* TRY IT: Pick each line containing the word "nodes" out of the data below.

* EXTRACTED MATERIAL:

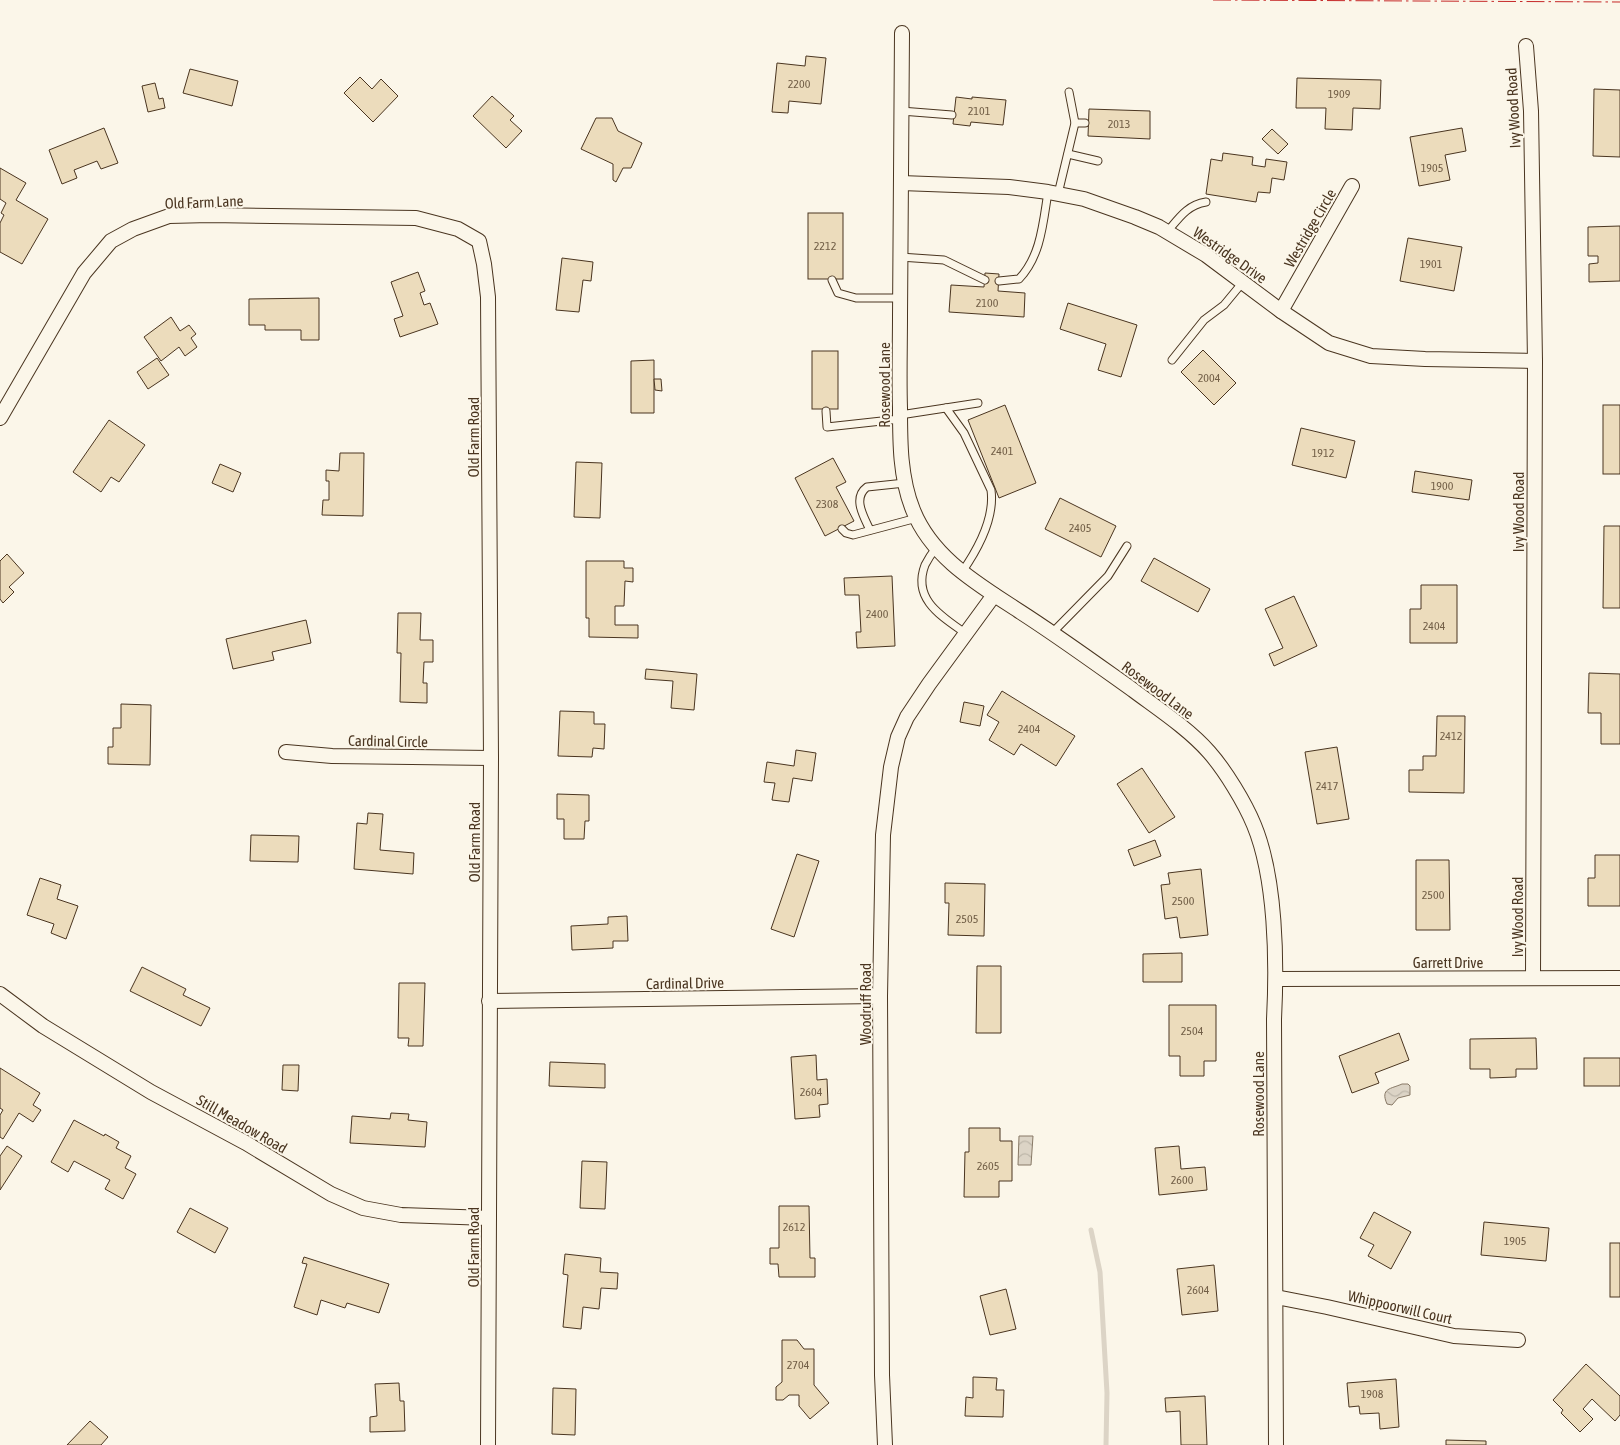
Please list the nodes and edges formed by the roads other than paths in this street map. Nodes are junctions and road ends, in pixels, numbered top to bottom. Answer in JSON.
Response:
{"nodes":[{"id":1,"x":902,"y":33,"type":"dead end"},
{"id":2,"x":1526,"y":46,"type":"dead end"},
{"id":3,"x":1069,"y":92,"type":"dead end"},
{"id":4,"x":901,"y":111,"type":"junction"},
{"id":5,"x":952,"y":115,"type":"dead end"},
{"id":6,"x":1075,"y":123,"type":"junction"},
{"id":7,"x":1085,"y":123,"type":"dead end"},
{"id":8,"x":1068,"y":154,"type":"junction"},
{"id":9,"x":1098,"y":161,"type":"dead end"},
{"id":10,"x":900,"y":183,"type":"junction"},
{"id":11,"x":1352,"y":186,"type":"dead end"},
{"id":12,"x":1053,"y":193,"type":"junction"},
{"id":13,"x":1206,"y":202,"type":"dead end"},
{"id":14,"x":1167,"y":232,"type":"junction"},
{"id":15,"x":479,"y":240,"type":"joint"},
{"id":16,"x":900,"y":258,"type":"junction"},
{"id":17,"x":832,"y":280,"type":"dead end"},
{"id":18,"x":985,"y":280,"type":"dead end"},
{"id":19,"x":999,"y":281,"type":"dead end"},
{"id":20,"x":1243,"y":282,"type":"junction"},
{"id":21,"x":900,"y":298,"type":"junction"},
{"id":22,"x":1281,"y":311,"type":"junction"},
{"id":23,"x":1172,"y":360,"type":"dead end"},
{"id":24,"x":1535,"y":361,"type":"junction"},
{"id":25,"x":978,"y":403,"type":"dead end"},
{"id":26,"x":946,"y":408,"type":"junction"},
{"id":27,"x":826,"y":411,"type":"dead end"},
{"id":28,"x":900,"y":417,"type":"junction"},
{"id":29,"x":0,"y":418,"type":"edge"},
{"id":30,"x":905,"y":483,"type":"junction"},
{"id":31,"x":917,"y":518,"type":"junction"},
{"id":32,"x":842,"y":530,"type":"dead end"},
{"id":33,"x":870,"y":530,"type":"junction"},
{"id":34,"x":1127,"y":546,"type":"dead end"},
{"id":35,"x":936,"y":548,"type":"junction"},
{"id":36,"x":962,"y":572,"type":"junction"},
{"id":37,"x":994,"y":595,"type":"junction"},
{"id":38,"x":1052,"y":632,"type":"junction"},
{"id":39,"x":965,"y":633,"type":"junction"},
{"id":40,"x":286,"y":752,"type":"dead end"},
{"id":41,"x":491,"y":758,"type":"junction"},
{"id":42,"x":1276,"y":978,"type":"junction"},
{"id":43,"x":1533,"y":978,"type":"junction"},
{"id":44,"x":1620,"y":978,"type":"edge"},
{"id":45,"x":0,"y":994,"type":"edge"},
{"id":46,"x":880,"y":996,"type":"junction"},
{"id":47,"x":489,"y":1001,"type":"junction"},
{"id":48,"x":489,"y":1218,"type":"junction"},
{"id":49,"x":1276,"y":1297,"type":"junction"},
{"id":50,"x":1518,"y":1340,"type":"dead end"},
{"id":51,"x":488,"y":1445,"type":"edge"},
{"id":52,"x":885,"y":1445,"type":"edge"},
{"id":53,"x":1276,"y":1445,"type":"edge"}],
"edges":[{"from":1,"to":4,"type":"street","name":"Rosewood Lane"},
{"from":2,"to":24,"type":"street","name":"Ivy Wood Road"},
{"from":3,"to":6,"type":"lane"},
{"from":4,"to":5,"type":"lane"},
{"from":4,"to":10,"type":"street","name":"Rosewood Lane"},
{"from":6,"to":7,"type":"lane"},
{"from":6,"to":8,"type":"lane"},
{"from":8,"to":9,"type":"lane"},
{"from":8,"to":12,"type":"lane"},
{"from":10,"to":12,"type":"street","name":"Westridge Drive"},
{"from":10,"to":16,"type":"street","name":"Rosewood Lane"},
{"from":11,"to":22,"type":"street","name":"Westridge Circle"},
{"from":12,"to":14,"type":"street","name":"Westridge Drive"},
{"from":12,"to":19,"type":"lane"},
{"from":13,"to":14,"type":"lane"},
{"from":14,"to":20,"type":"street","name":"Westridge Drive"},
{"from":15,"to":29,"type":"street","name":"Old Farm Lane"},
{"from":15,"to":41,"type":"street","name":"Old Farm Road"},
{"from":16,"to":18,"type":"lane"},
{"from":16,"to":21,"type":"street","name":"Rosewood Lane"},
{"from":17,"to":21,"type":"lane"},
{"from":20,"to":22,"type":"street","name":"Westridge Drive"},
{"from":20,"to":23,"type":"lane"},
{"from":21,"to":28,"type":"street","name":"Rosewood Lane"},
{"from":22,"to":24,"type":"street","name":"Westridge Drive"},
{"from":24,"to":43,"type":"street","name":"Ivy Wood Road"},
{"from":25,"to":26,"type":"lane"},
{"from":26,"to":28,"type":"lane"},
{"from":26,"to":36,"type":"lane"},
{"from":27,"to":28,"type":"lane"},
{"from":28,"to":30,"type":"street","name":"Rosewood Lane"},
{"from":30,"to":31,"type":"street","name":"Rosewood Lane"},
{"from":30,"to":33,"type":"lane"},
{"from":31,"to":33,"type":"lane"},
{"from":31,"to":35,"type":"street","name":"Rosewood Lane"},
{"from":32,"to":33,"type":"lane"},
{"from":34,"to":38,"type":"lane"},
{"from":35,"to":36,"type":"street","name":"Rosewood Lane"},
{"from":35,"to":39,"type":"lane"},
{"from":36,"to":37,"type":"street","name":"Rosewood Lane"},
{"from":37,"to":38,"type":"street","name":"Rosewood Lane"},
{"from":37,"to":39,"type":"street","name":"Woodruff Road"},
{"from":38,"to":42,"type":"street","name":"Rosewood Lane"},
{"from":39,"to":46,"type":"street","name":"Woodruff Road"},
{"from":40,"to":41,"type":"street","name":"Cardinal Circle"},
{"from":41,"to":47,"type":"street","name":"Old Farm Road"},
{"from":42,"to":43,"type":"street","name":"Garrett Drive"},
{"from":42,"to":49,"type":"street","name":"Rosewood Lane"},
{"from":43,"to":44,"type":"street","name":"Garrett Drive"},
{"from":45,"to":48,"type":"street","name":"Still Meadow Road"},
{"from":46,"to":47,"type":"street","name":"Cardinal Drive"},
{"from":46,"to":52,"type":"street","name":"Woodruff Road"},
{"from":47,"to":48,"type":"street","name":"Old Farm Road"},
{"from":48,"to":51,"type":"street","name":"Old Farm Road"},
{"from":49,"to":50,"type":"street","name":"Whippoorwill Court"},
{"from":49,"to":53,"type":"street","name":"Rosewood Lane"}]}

* ANSWER TO THIS PROBLEM:
Please list the nodes and edges formed by the roads other than paths in this street map. Nodes are junctions and road ends, in pixels, numbered top to bottom. Answer in JSON.
{"nodes":[{"id":1,"x":902,"y":33,"type":"dead end"},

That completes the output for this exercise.